Savannah Oakes’s review published on Letterboxd:
I am in awe of what the MCU has accomplished. Kevin Feige is a genius, someone who has accomplished a vision. He set out clearly with a goal in bringing together beloved characters and with ten years of careful planning and versatile storytelling he, his team and the sensational artists and actors of the MCU come together to bring us the culmination of a decade of emotional buildup.
With a cast of 18 academy award nominees and or winners it wants to give all of them as much time as it can. It features a majority of quiet, contemplative character moments from our surviving Avengers. They live in a devastating, post-war-like world full of regret, guilt and longing to make amends.
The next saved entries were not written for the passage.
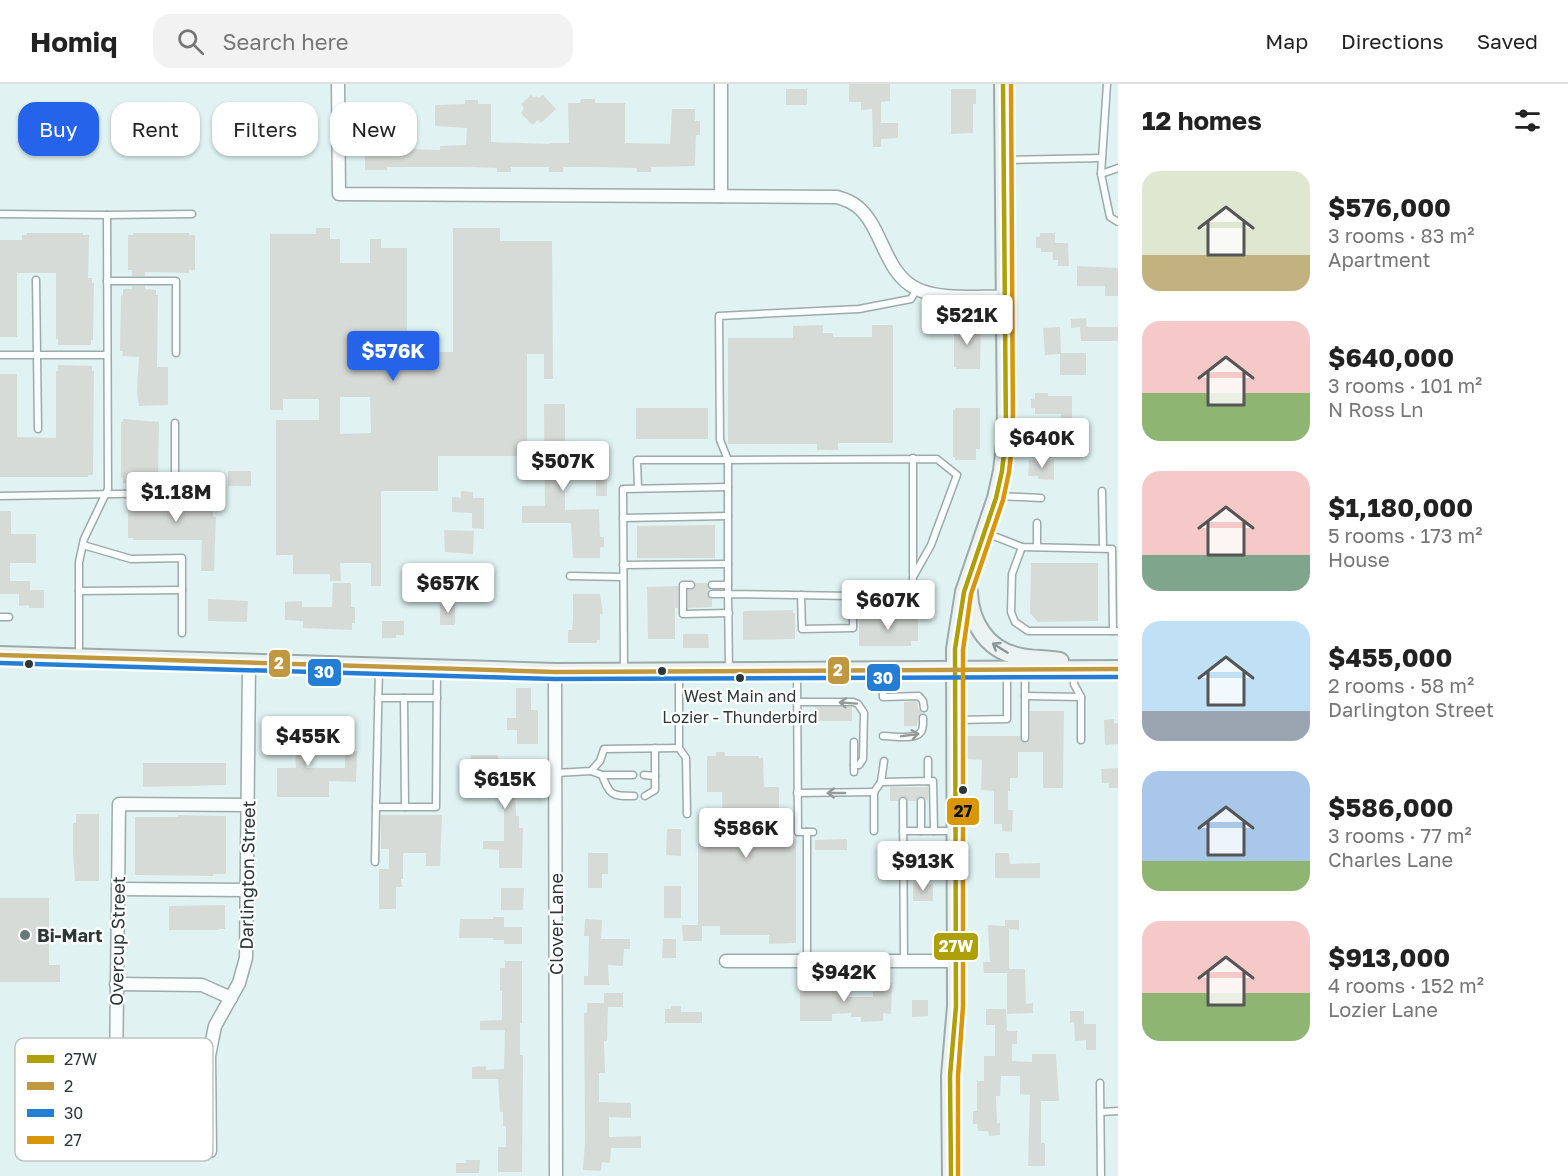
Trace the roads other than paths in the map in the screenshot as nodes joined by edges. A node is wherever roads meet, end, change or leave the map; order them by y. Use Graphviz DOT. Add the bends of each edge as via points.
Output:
graph roads {
  1 [pos="338,84"];
  2 [pos="721,84"];
  3 [pos="1003,84"];
  4 [pos="1014,84"];
  5 [pos="1107,84"];
  6 [pos="1004,134"];
  7 [pos="1102,158"];
  8 [pos="1004,160"];
  9 [pos="1118,168"];
  10 [pos="1101,174"];
  11 [pos="721,196"];
  12 [pos="0,214"];
  13 [pos="192,214"];
  14 [pos="107,215"];
  15 [pos="1118,222"];
  16 [pos="36,280"];
  17 [pos="107,280"];
  18 [pos="917,289"];
  19 [pos="1005,297"];
  20 [pos="176,353"];
  21 [pos="0,355"];
  22 [pos="37,355"];
  23 [pos="107,355"];
  24 [pos="175,423"];
  25 [pos="38,429"];
  26 [pos="913,458"];
  27 [pos="728,460"];
  28 [pos="728,487"];
  29 [pos="638,488"];
  30 [pos="1102,491"];
  31 [pos="105,494"];
  32 [pos="0,496"];
  33 [pos="996,496"];
  34 [pos="1041,498"];
  35 [pos="728,516"];
  36 [pos="623,518"];
  37 [pos="1037,523"];
  38 [pos="985,532"];
  39 [pos="83,545"];
  40 [pos="1022,547"];
  41 [pos="1037,547"];
  42 [pos="1102,548"];
  43 [pos="728,564"];
  44 [pos="623,565"];
  45 [pos="570,576"];
  46 [pos="624,576"];
  47 [pos="913,576"];
  48 [pos="970,576"];
  49 [pos="691,585"];
  50 [pos="712,585"];
  51 [pos="728,585"];
  52 [pos="79,591"];
  53 [pos="182,591"];
  54 [pos="712,594"];
  55 [pos="728,594"];
  56 [pos="683,595"];
  57 [pos="691,595"];
  58 [pos="801,595"];
  59 [pos="853,596"];
  60 [pos="729,613"];
  61 [pos="0,617"];
  62 [pos="9,617"];
  63 [pos="1116,631"];
  64 [pos="182,633"];
  65 [pos="0,655"];
  66 [pos="79,658"];
  67 [pos="249,662"];
  68 [pos="379,666"];
  69 [pos="437,668"];
  70 [pos="1074,669"];
  71 [pos="1097,669"];
  72 [pos="1118,669"];
  73 [pos="882,670"];
  74 [pos="955,670"];
  75 [pos="1007,670"];
  76 [pos="1025,670"];
  77 [pos="797,671"];
  78 [pos="555,672"];
  79 [pos="624,672"];
  80 [pos="671,672"];
  81 [pos="729,672"];
  82 [pos="1025,696"];
  83 [pos="1081,697"];
  84 [pos="378,698"];
  85 [pos="404,698"];
  86 [pos="437,698"];
  87 [pos="797,702"];
  88 [pos="924,708"];
  89 [pos="923,717"];
  90 [pos="955,720"];
  91 [pos="884,736"];
  92 [pos="1025,738"];
  93 [pos="1081,740"];
  94 [pos="854,742"];
  95 [pos="655,748"];
  96 [pos="679,748"];
  97 [pos="928,760"];
  98 [pos="884,761"];
  99 [pos="591,771"];
  100 [pos="556,773"];
  101 [pos="602,774"];
  102 [pos="633,775"];
  103 [pos="644,775"];
  104 [pos="655,776"];
  105 [pos="881,782"];
  106 [pos="923,783"];
  107 [pos="874,792"];
  108 [pos="797,793"];
  109 [pos="634,796"];
  110 [pos="645,796"];
  111 [pos="903,801"];
  112 [pos="921,801"];
  113 [pos="248,805"];
  114 [pos="376,807"];
  115 [pos="405,807"];
  116 [pos="687,814"];
  117 [pos="874,831"];
  118 [pos="903,831"];
  119 [pos="921,831"];
  120 [pos="934,831"];
  121 [pos="956,831"];
  122 [pos="375,862"];
  123 [pos="118,889"];
  124 [pos="248,890"];
  125 [pos="726,961"];
  126 [pos="807,961"];
  127 [pos="904,961"];
  128 [pos="957,961"];
  129 [pos="116,984"];
  130 [pos="231,998"];
  131 [pos="116,1038"];
  132 [pos="213,1038"];
  133 [pos="1100,1083"];
  134 [pos="1118,1111"];
  135 [pos="1101,1112"];
  136 [pos="556,1176"];
  137 [pos="951,1176"];
  138 [pos="1101,1176"];
  1 -- 11 [label="street" via="339,194"];
  2 -- 11 [label="street"];
  3 -- 6 [label="main road"];
  4 -- 6 [label="main road"];
  5 -- 7 [label="lane"];
  6 -- 8 [label="main road"];
  7 -- 8 [label="lane"];
  7 -- 10 [label="lane"];
  8 -- 19 [label="main road"];
  9 -- 10 [label="lane"];
  10 -- 15 [label="lane" via="1110,217"];
  11 -- 18 [label="street" via="837,196 848,201 866,215 899,275"];
  12 -- 14 [label="lane"];
  13 -- 14 [label="lane"];
  14 -- 17 [label="lane"];
  16 -- 22 [label="lane"];
  17 -- 20 [label="lane" via="176,281"];
  17 -- 23 [label="lane"];
  18 -- 19 [label="street" via="937,295"];
  18 -- 27 [label="lane" via="911,299 859,309 719,316 720,440"];
  19 -- 33 [label="main road" via="1006,435"];
  21 -- 22 [label="lane"];
  22 -- 23 [label="lane"];
  22 -- 25 [label="lane"];
  23 -- 31 [label="lane"];
  24 -- 31 [label="lane" via="175,493"];
  26 -- 27 [label="lane"];
  26 -- 47 [label="lane"];
  26 -- 47 [label="lane" via="937,459 957,475 931,545"];
  27 -- 28 [label="lane"];
  27 -- 29 [label="lane" via="637,460"];
  28 -- 29 [label="lane"];
  28 -- 35 [label="lane"];
  29 -- 36 [label="lane" via="622,489"];
  30 -- 42 [label="lane"];
  31 -- 32 [label="lane"];
  31 -- 39 [label="lane"];
  33 -- 34 [label="lane"];
  33 -- 38 [label="main road"];
  35 -- 36 [label="lane"];
  35 -- 43 [label="lane"];
  36 -- 44 [label="lane"];
  37 -- 41 [label="lane"];
  38 -- 40 [label="lane"];
  38 -- 48 [label="main road"];
  39 -- 52 [label="lane"];
  39 -- 53 [label="lane" via="131,559 182,558"];
  40 -- 41 [label="lane"];
  40 -- 63 [label="lane" via="1012,574 1011,612 1015,622 1028,632"];
  41 -- 42 [label="lane"];
  42 -- 63 [label="lane" via="1112,551"];
  43 -- 44 [label="lane"];
  43 -- 51 [label="lane"];
  44 -- 46 [label="lane"];
  45 -- 46 [label="lane"];
  46 -- 79 [label="lane"];
  47 -- 59 [label="lane" via="912,597"];
  71 -- 48 [label="main road, one-way" via="1020,657 992,644 973,618"];
  48 -- 74 [label="main road" via="958,624"];
  49 -- 56 [label="lane" via="683,585"];
  50 -- 51 [label="lane"];
  51 -- 55 [label="lane"];
  52 -- 53 [label="lane"];
  52 -- 66 [label="lane"];
  53 -- 64 [label="lane"];
  54 -- 55 [label="lane"];
  55 -- 58 [label="lane"];
  55 -- 60 [label="lane"];
  56 -- 57 [label="lane"];
  56 -- 60 [label="lane" via="683,614"];
  58 -- 59 [label="lane"];
  58 -- 59 [label="lane" via="802,629 853,628"];
  60 -- 81 [label="lane"];
  61 -- 62 [label="lane"];
  65 -- 66 [label="main road"];
  66 -- 67 [label="main road"];
  67 -- 68 [label="main road"];
  67 -- 113 [label="street, Darlington Street"];
  68 -- 69 [label="main road"];
  68 -- 84 [label="lane"];
  69 -- 78 [label="main road"];
  69 -- 86 [label="lane"];
  70 -- 71 [label="main road"];
  70 -- 76 [label="main road"];
  70 -- 83 [label="lane" via="1074,684"];
  71 -- 72 [label="main road"];
  73 -- 74 [label="main road"];
  73 -- 77 [label="main road"];
  73 -- 88 [label="lane" via="883,697 920,696"];
  74 -- 75 [label="main road"];
  74 -- 90 [label="main road"];
  75 -- 76 [label="main road"];
  75 -- 90 [label="lane" via="1007,719"];
  76 -- 82 [label="lane"];
  77 -- 81 [label="main road"];
  77 -- 87 [label="lane"];
  78 -- 79 [label="main road"];
  78 -- 100 [label="street, Clover Lane"];
  79 -- 80 [label="main road"];
  80 -- 81 [label="main road"];
  80 -- 96 [label="lane"];
  82 -- 83 [label="lane"];
  82 -- 92 [label="lane"];
  83 -- 93 [label="lane"];
  84 -- 85 [label="lane"];
  84 -- 114 [label="lane"];
  85 -- 86 [label="lane"];
  85 -- 115 [label="lane"];
  86 -- 115 [label="lane" via="436,807"];
  94 -- 87 [label="lane, one-way" via="854,769 863,759 864,713 860,706 853,702"];
  87 -- 108 [label="lane"];
  91 -- 89 [label="lane, one-way" via="920,734"];
  90 -- 121 [label="main road"];
  95 -- 96 [label="lane"];
  95 -- 99 [label="lane" via="604,749"];
  95 -- 104 [label="lane"];
  96 -- 116 [label="lane" via="686,759"];
  97 -- 106 [label="lane"];
  98 -- 105 [label="lane"];
  99 -- 100 [label="lane"];
  99 -- 101 [label="lane"];
  100 -- 136 [label="street, Clover Lane"];
  101 -- 102 [label="lane"];
  101 -- 109 [label="lane" via="608,792"];
  103 -- 104 [label="lane"];
  104 -- 110 [label="lane" via="655,790"];
  105 -- 106 [label="lane"];
  105 -- 107 [label="lane"];
  106 -- 120 [label="lane" via="933,781"];
  107 -- 108 [label="lane, one-way"];
  107 -- 117 [label="lane"];
  108 -- 126 [label="lane" via="798,832 810,832"];
  111 -- 118 [label="lane"];
  112 -- 119 [label="lane"];
  113 -- 123 [label="street, Overcup Street" via="119,804"];
  113 -- 124 [label="street, Darlington Street"];
  114 -- 115 [label="lane"];
  114 -- 122 [label="lane"];
  118 -- 119 [label="lane"];
  118 -- 127 [label="lane"];
  119 -- 120 [label="lane"];
  120 -- 121 [label="lane"];
  121 -- 128 [label="main road"];
  123 -- 124 [label="street"];
  123 -- 129 [label="street, Overcup Street"];
  124 -- 130 [label="street, Darlington Street" via="246,958"];
  125 -- 126 [label="street"];
  126 -- 127 [label="street"];
  127 -- 128 [label="street"];
  128 -- 137 [label="main road" via="950,1076"];
  129 -- 130 [label="street" via="202,985"];
  129 -- 131 [label="street, Overcup Street"];
  130 -- 132 [label="street, Darlington Street"];
  133 -- 135 [label="lane"];
  134 -- 135 [label="lane"];
  135 -- 138 [label="lane"];
}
It follows, mostly, the founding Avengers--Iron Man/Tony Stark, Captain America/Steve Trevor, Black Widow/Natasha, and Thor--with a goofy and puzzled Ant-Man/Scott Lang, a probing War Machine/James Rhodes and Nebula as support despite their equally distraught frame of mind.
Of course the goal of the film is to avenge the fallen heroes of Infinity War and return things to as they were. It will not be so easy and the Russos make lead us down a path that is cleverly misleading. What we think is the goal is the goal but the way it is gone about is twisty and turny and, of course, full of heartbreak. Along the way each of our characters has their moment--reminds us why the are a part of this vast universe.
Overall this End Game drives home what these films have always been about and what other superhero films never seem to one-hundred-percent get right. We are all accountable for one another. It is a journey each individual that wears the mask takes, putting themselves before others in service of the greater good and against those like us who seek to cause peril and injustice. Individuals have their own goals which is why even the Avengers have had their own “Civil War.” This is why the ultimate theme of the film is not redemption for the failures of the last fight but of sacrifice. It’s what they would have done all along if only they’d had the clarity to see it.